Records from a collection
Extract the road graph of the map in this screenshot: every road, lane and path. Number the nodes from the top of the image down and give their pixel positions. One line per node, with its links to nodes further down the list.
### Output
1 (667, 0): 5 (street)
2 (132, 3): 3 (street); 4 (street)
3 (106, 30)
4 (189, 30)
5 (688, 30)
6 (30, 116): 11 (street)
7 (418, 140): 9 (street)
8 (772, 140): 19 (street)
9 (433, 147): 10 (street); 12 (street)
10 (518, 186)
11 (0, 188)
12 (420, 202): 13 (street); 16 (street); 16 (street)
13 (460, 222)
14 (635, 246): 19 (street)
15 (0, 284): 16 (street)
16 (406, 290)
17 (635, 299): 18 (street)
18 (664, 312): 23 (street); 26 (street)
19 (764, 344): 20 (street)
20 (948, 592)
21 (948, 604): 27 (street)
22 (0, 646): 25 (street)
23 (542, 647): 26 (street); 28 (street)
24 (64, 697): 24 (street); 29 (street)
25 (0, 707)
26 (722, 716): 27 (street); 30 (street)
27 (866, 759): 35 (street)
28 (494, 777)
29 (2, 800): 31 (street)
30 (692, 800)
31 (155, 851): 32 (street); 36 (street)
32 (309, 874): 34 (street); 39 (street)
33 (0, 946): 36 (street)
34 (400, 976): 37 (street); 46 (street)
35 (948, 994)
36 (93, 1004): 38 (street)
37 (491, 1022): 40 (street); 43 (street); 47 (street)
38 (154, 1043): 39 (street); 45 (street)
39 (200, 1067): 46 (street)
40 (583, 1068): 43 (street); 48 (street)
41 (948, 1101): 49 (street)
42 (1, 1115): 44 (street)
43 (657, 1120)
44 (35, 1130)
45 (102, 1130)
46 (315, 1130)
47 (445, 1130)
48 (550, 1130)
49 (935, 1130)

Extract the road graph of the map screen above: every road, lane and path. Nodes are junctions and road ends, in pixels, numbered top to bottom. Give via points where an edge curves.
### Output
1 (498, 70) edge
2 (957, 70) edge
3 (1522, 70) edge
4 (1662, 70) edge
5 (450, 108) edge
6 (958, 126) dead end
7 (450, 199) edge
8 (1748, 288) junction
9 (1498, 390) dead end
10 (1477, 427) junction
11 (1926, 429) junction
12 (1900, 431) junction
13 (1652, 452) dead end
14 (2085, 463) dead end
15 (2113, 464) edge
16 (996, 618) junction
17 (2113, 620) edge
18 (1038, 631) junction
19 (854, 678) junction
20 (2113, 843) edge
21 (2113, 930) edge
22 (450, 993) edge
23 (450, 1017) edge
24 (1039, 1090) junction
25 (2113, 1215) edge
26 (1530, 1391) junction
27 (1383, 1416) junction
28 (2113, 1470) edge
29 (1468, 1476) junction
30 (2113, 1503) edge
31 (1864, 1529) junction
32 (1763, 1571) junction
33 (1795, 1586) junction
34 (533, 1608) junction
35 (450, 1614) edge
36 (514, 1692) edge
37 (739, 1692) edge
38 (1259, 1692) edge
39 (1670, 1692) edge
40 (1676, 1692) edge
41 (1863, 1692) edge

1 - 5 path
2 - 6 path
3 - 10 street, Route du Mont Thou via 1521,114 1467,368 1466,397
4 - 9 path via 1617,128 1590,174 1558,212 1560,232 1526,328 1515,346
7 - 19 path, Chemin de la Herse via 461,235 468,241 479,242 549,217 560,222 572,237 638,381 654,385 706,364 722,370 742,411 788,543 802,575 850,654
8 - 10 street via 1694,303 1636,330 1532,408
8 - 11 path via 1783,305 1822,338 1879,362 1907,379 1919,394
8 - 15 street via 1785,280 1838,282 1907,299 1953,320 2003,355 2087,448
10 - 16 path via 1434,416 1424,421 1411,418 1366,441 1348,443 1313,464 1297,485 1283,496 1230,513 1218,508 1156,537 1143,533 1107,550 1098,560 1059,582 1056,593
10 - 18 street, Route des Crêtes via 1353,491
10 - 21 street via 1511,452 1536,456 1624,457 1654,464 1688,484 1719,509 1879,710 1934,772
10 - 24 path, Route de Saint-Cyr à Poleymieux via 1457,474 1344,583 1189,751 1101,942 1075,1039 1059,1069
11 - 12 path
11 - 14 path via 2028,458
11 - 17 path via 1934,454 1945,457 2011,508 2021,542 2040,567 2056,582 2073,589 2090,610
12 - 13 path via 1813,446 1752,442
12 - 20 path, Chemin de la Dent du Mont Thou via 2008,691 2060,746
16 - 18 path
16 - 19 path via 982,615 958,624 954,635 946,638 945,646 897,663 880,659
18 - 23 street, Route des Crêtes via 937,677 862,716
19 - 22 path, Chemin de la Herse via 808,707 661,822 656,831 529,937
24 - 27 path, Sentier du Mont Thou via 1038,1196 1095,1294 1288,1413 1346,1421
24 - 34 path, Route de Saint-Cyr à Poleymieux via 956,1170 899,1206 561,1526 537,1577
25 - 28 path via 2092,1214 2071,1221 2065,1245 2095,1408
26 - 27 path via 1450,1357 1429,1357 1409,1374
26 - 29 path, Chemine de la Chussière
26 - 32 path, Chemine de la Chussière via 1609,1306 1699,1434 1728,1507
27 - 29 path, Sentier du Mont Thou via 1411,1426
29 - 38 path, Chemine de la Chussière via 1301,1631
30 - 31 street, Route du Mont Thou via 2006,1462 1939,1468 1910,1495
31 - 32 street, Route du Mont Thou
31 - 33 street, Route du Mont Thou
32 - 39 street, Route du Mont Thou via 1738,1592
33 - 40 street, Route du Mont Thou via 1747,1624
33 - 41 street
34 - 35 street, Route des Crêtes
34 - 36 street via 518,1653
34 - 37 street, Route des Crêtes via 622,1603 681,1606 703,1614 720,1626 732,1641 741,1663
---
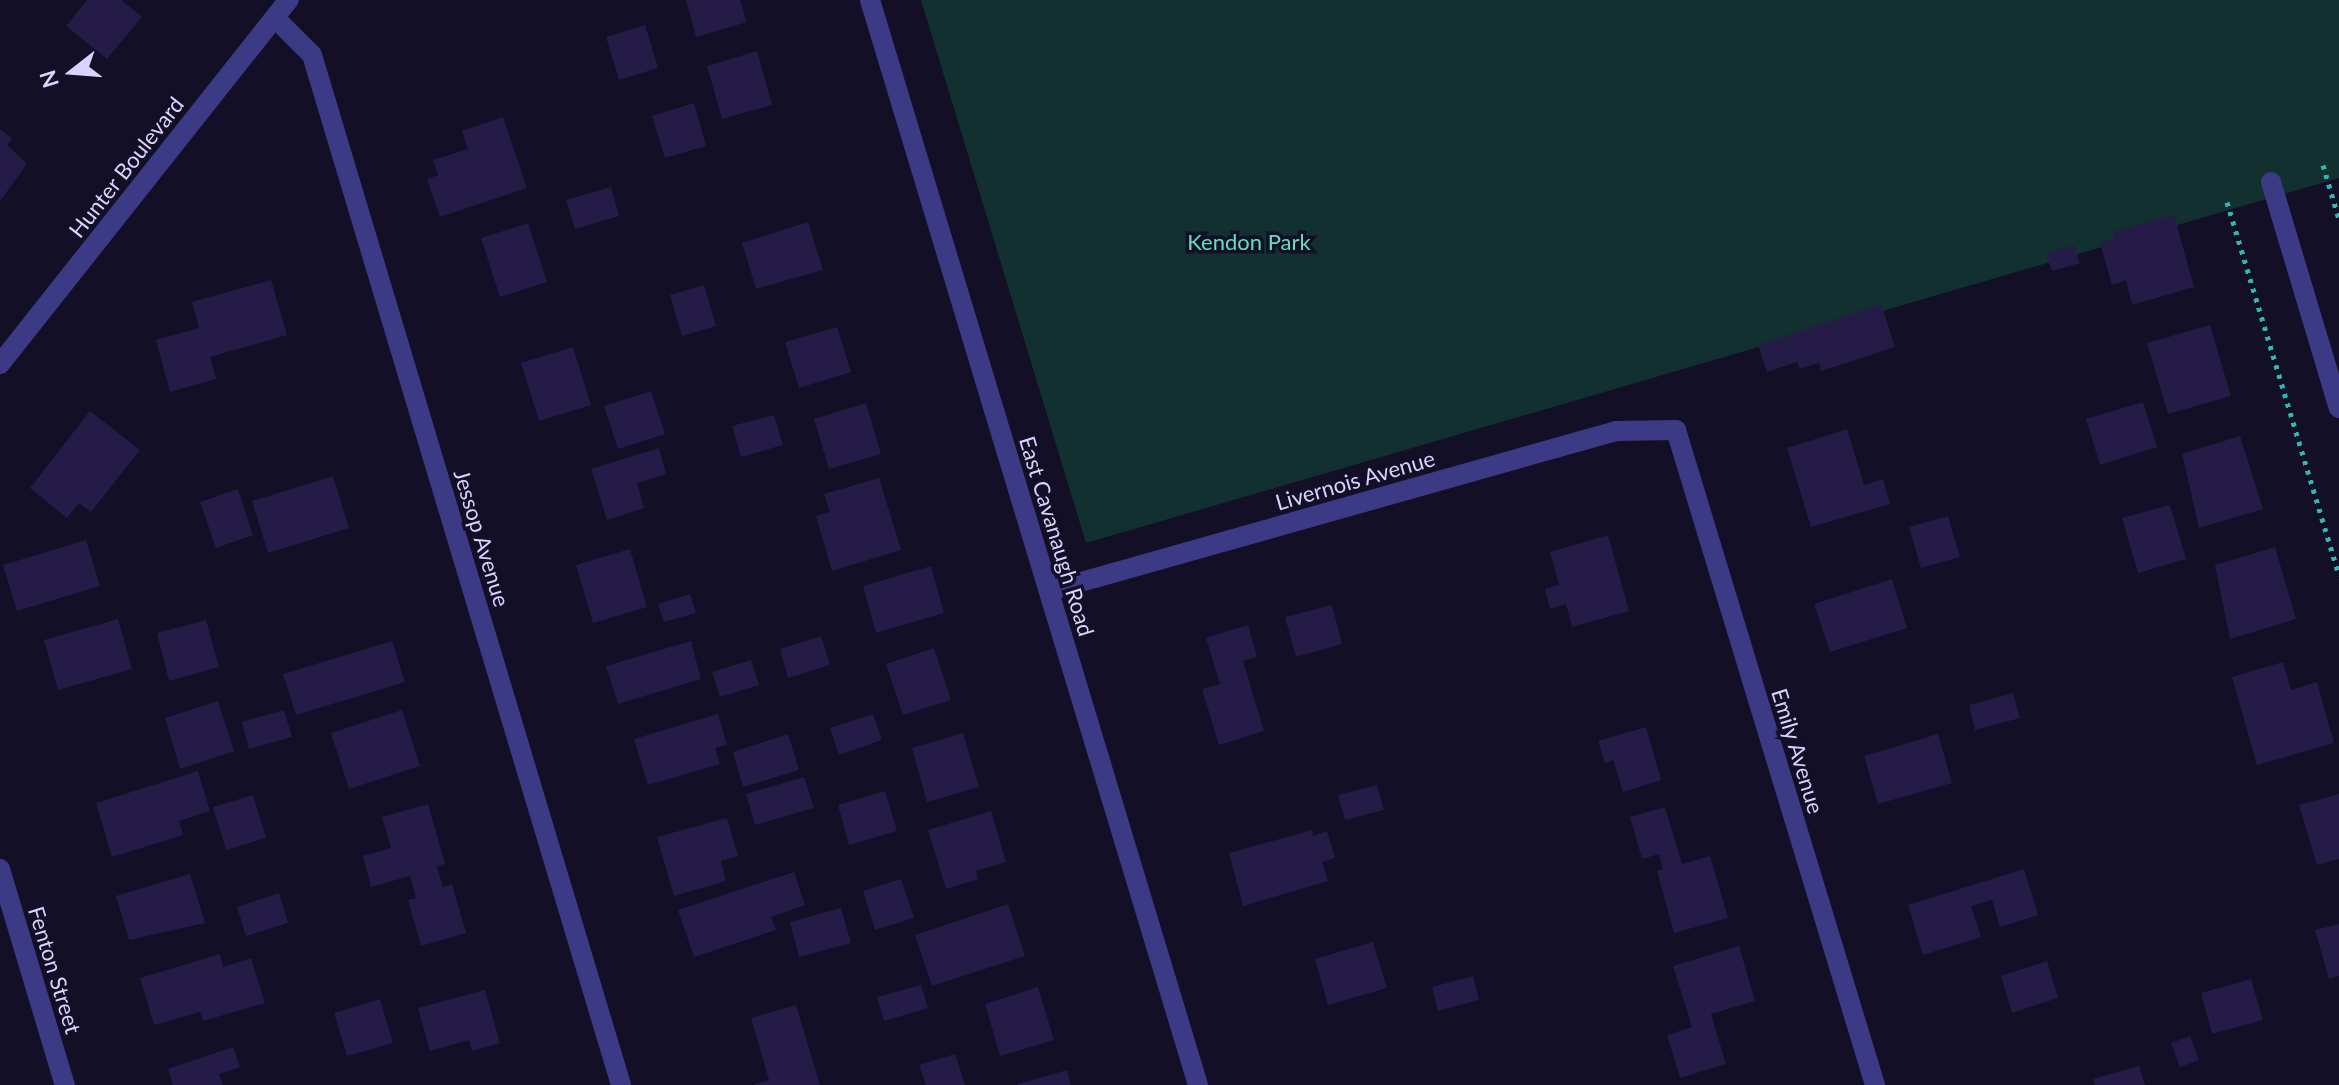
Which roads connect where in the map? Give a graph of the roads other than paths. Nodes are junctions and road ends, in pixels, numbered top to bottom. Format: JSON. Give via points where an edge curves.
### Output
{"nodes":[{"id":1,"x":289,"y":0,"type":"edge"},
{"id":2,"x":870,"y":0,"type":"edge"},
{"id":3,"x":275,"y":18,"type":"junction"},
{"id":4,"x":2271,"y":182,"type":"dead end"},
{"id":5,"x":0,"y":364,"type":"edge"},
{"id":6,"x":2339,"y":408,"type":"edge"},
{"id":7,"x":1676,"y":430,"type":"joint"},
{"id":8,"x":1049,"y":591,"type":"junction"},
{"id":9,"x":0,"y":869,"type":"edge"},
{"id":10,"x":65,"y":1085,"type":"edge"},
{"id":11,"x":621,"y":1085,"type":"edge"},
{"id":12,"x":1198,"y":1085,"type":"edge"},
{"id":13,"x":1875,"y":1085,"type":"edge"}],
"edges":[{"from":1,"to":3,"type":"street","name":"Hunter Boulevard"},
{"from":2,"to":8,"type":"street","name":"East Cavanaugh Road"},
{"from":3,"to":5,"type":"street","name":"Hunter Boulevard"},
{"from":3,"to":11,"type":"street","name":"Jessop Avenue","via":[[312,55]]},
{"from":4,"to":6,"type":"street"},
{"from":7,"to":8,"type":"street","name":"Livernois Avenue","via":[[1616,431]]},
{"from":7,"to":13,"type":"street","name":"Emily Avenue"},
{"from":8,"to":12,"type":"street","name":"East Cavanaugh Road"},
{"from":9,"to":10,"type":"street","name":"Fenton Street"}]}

[What you will do]: Scan the data above, find each line with "pixels", and copy it.

[Task output]:
Extract the road graph of the map screen above: every road, lane and path. Nodes are junctions and road ends, in pixels, numbered top to bottom. Give via points where an edge curves.
Which roads connect where in the map? Give a graph of the roads other than paths. Nodes are junctions and road ends, in pixels, numbered top to bottom. Format: JSON. Give via points where an edge curves.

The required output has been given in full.